Did you spot the mistake?
This time it was my mistake and would rightly qualify as another piece of – Bad Investment Advice!
Implied in the statement above is the idea that a half percent buffer in a first-year investing in a Standards and Poor index funds would be enough against poor performance. Anyone who has owned stocks would know that is a wildly optimistic approach.
The chart below shows the Standards and Poor year on year return from 1974 to 2019.
The blue line in the chart is the annual return. As you can see it’s pretty much all over the place. Over this period there were annual returns in excess of 30 percent gain in 1975, 1980, 1985, 1989, 1991, 1995, 1997, 2013 and 2019.
That means that a portfolio of stock that mimick the Standard and Poor’s 500 index would have increased in value by more than 30 percent in those years.
But there were also bad years. Between 1974 and 2019 there were nine years when that same portfolio of stocks would have lost value. And some of those years the losses were substantial, the worst being 2008 a loss of 37 percent, 1974 a loss of 26 percent and in 2000 a loss of 11 percent.
As we can see things look better if you average the returns over longer periods. The dark orange line shows the average returns over the previous five years. It stays mostly positive, but even over five year periods in this same time window from 1974 to 2019 returns can be negative or close to zero. It is only when we extend the window to ten years that it stays positive, that is the yellow line. Only the darker red line which is the 15-year average stays comfortably positive and above inflation.
Back to our couple
So how does all this relate to our San Francisco couple trying to build a pile of money to retire. Well, they were still in their 30s and both were highly paid. Let’s say they took 15 years to build their nest egg and they retired in early 2020. The average return of the Standard and Poor’s over that 15 year period was 10.47 percent which was actually 2 percent lower than the average over the whole period from 1974 to 2019 we looked at earlier.

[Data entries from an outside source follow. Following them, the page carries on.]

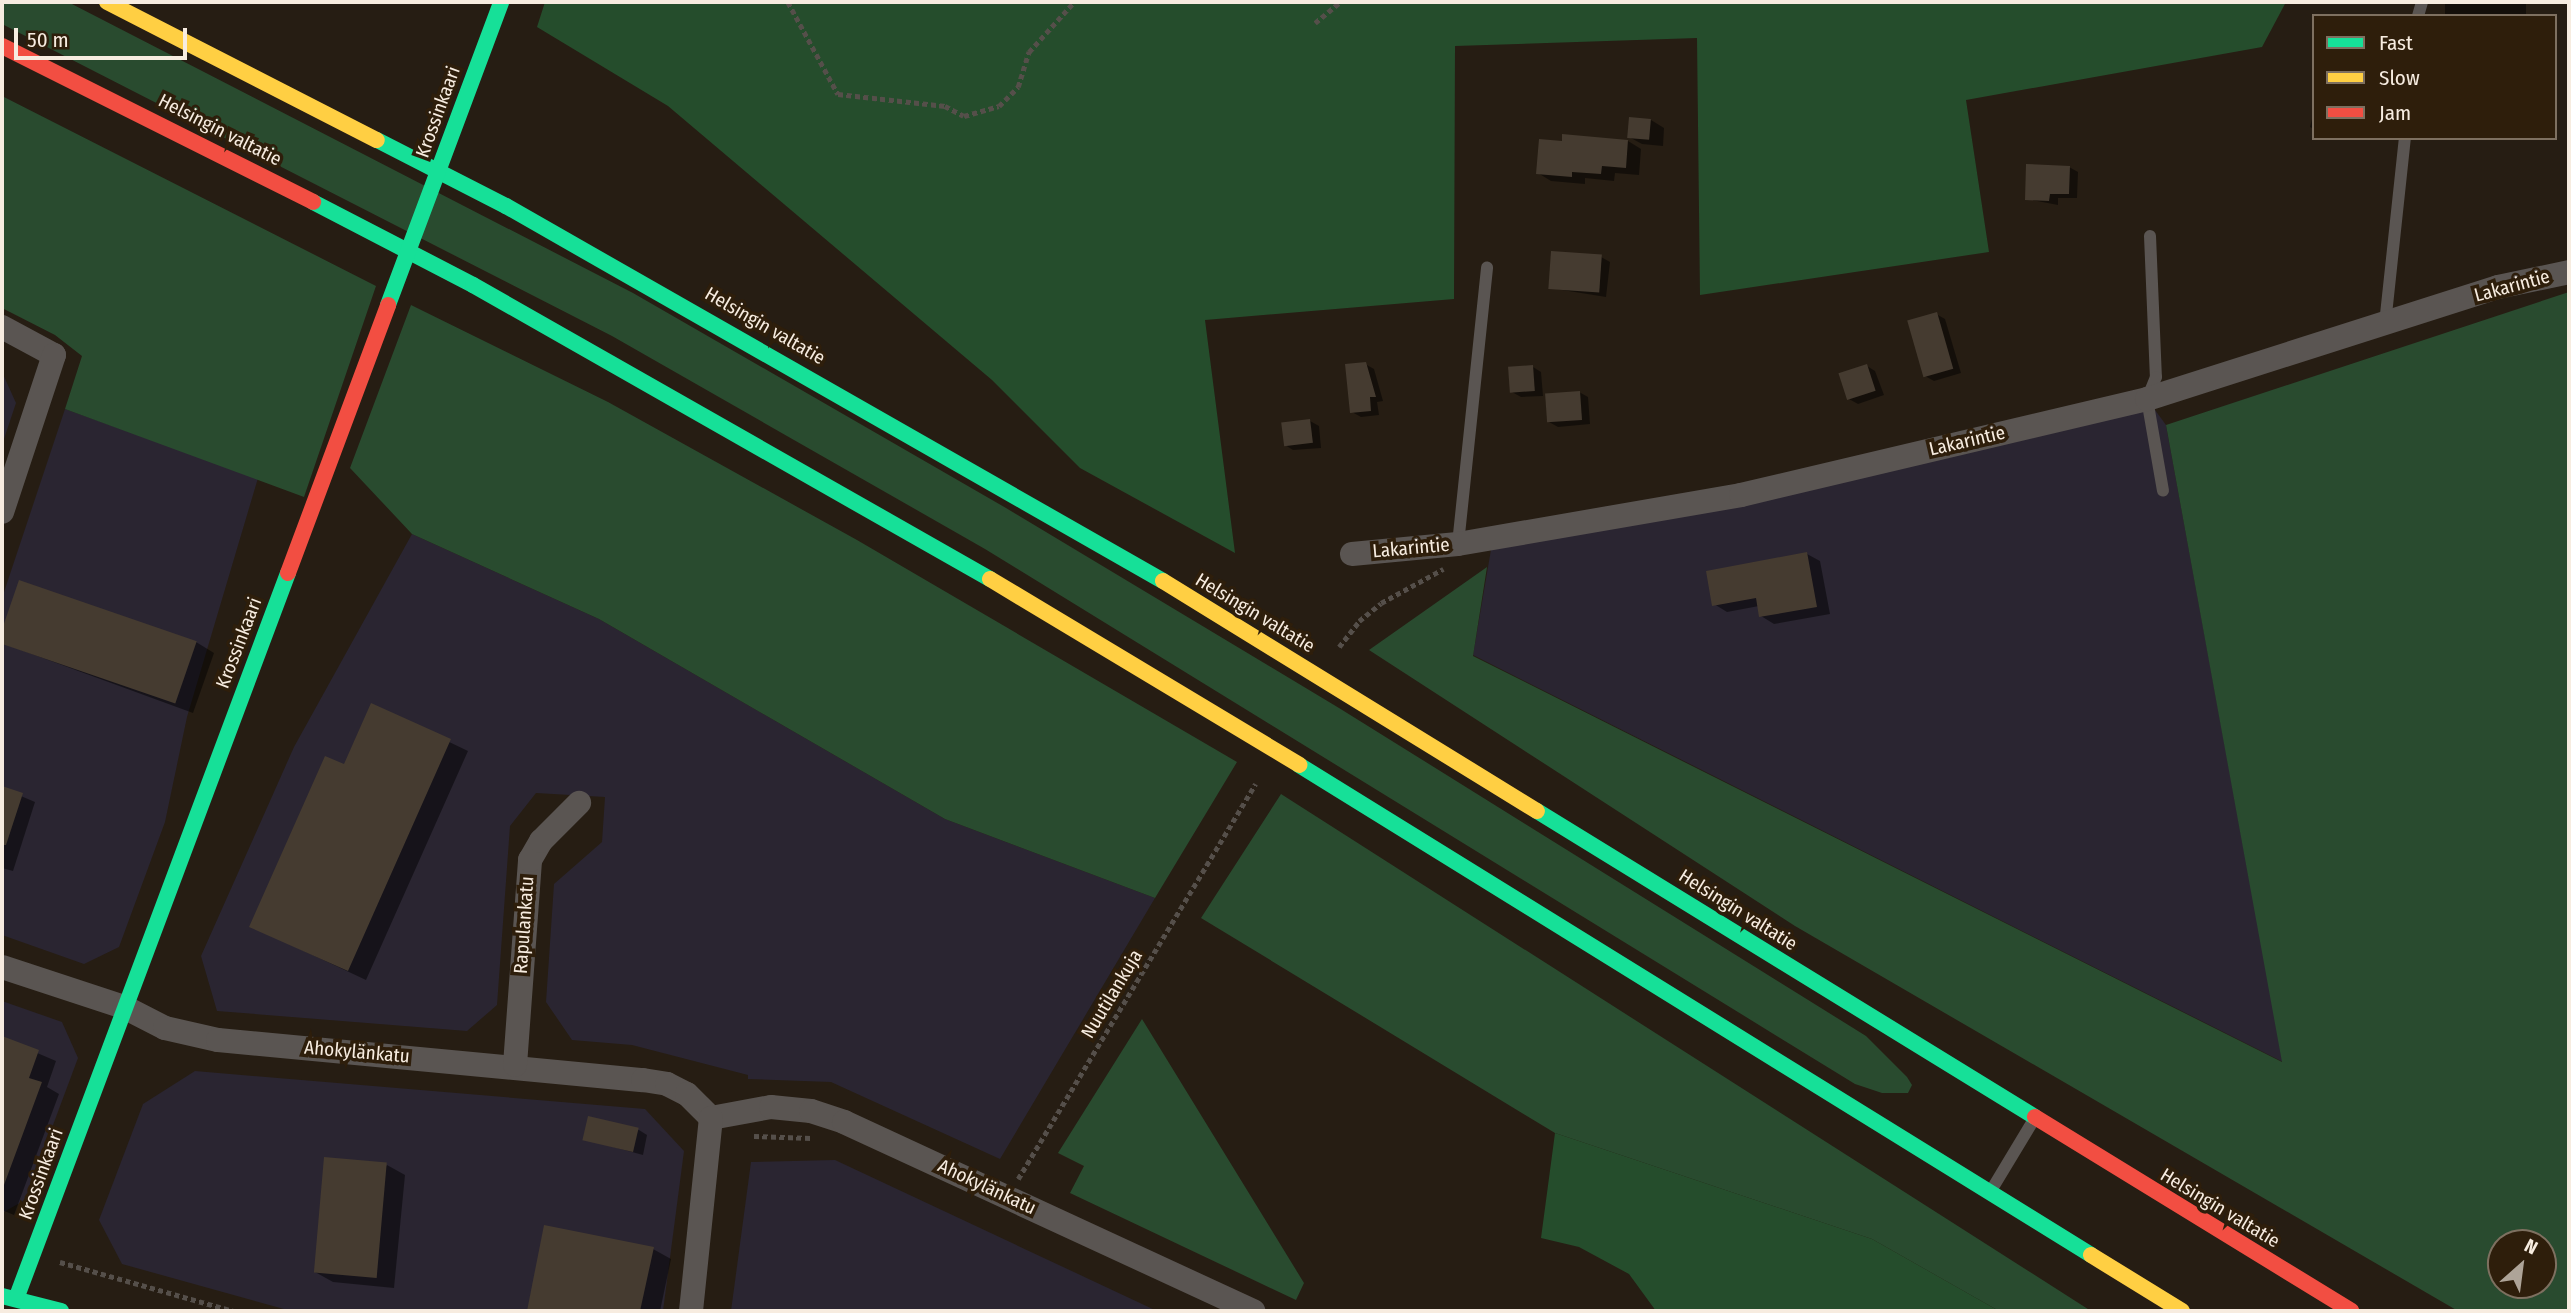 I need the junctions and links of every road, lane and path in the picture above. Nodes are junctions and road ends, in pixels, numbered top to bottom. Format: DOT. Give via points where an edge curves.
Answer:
graph roads {
  1 [pos="107,2"];
  2 [pos="130,2"];
  3 [pos="501,2"];
  4 [pos="788,2"];
  5 [pos="1074,2"];
  6 [pos="1340,2"];
  7 [pos="1315,23"];
  8 [pos="2,46"];
  9 [pos="202,47"];
  10 [pos="2405,140"];
  11 [pos="2150,236"];
  12 [pos="1487,268"];
  13 [pos="2569,272"];
  14 [pos="2385,324"];
  15 [pos="2,327"];
  16 [pos="2147,399"];
  17 [pos="2162,491"];
  18 [pos="2,512"];
  19 [pos="1458,544"];
  20 [pos="1352,554"];
  21 [pos="1339,647"];
  22 [pos="1255,784"];
  23 [pos="579,803"];
  24 [pos="2,967"];
  25 [pos="124,1007"];
  26 [pos="516,1065"];
  27 [pos="711,1118"];
  28 [pos="2034,1119"];
  29 [pos="747,1136"];
  30 [pos="816,1138"];
  31 [pos="1990,1192"];
  32 [pos="1007,1197"];
  33 [pos="34,1254"];
  34 [pos="9,1297"];
  35 [pos="61,1311"];
  36 [pos="233,1311"];
  37 [pos="691,1311"];
  38 [pos="1253,1311"];
  39 [pos="2182,1311"];
  40 [pos="2351,1311"];
  1 -- 9 [label="main road, Helsingin valtatie"];
  2 -- 9 [label="main road"];
  3 -- 25 [label="main road, Krossinkaari"];
  4 -- 5 [label="path" via="838,94 945,106 964,116 999,106 1018,87 1029,52"];
  6 -- 7 [label="path"];
  8 -- 31 [label="main road, Helsingin valtatie" via="473,285 1041,608 1434,845"];
  9 -- 28 [label="main road, Helsingin valtatie" via="704,315 1118,554"];
  10 -- 14 [label="lane"];
  11 -- 16 [label="lane" via="2156,377"];
  12 -- 19 [label="lane"];
  13 -- 14 [label="street, Lakarintie" via="2498,287"];
  14 -- 16 [label="street, Lakarintie"];
  15 -- 18 [label="street" via="54,355"];
  16 -- 17 [label="lane"];
  16 -- 19 [label="street, Lakarintie" via="1741,495"];
  19 -- 20 [label="street, Lakarintie"];
  19 -- 21 [label="path" via="1451,563 1381,603"];
  22 -- 32 [label="path, Nuutilankuja"];
  23 -- 26 [label="street, Rapulankatu" via="541,841 530,860"];
  24 -- 25 [label="street, Ahokylänkatu"];
  25 -- 26 [label="street, Ahokylänkatu" via="165,1028 218,1040"];
  25 -- 33 [label="main road, Krossinkaari"];
  26 -- 27 [label="street, Ahokylänkatu" via="667,1084 687,1094"];
  27 -- 32 [label="street, Ahokylänkatu" via="771,1107 811,1111"];
  27 -- 37 [label="street"];
  28 -- 31 [label="lane"];
  28 -- 40 [label="main road, Helsingin valtatie"];
  29 -- 30 [label="path"];
  31 -- 39 [label="main road, Helsingin valtatie"];
  32 -- 38 [label="street, Ahokylänkatu"];
  33 -- 34 [label="main road, Krossinkaari"];
  33 -- 36 [label="path"];
  34 -- 35 [label="main road"];
}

There are many ways they could have built that 3 million dollar pile but let’s imagine they started with a gift of $100,000 and were able to save most of one salary at say $6,000 a month. Here’s what that would look like.
In this case, after that 15 years they would have ended up with $3,190,904.

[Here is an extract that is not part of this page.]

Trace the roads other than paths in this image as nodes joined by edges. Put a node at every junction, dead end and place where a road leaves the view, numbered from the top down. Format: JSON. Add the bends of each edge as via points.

If they hadn’t had $100,000 to start but still wanted to build their capital in just 15 years. In this case, they would have to find $7,000 a month to put in their savings plan. As the chart below shows.

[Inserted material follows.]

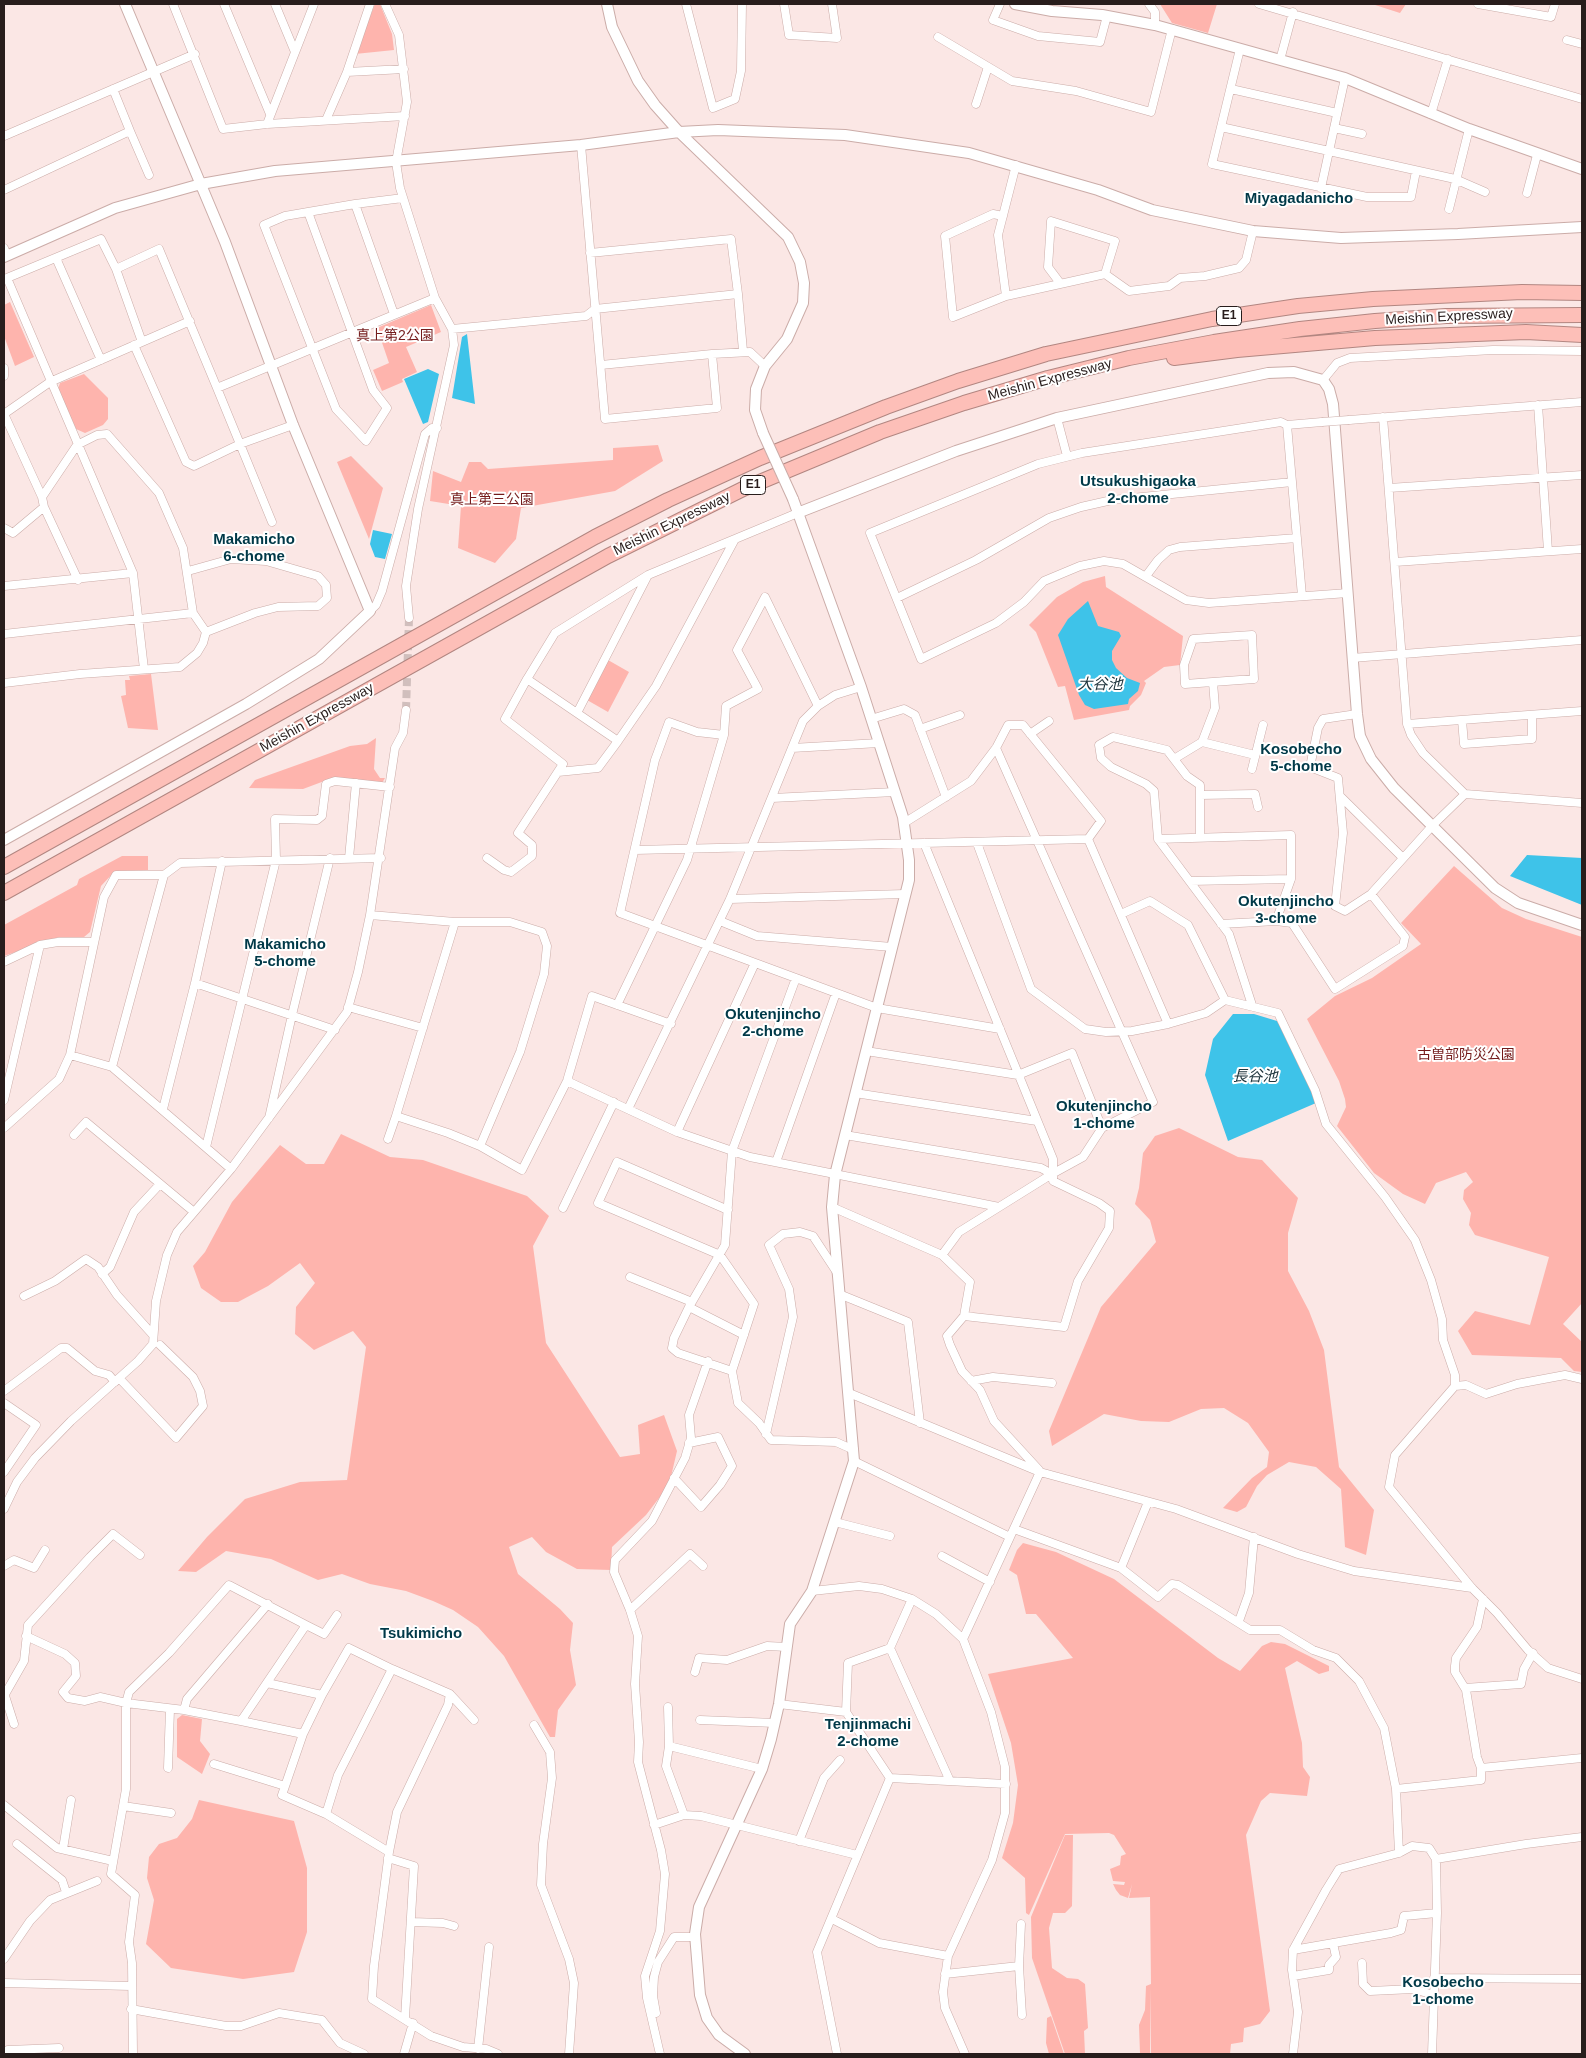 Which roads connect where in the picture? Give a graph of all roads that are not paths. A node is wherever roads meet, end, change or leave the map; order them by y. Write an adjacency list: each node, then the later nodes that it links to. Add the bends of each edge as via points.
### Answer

And in this case, their nest egg at the beginning of 2020 would be $3,298,569
Shifting balance and shifting behavior.
In the case it would make more sense to build the capital further to 5 or 6 million and then as they advance through their investment and payout period, it would make the most sense to shift gradually away from stocks and into bonds. There are all kinds of rules and best practices like a 60/40 percent stocks and bonds balanced portfolio and that people in retirement can use 4 percent of their capital every year to use it up over their retirement years.
But more about all that another time.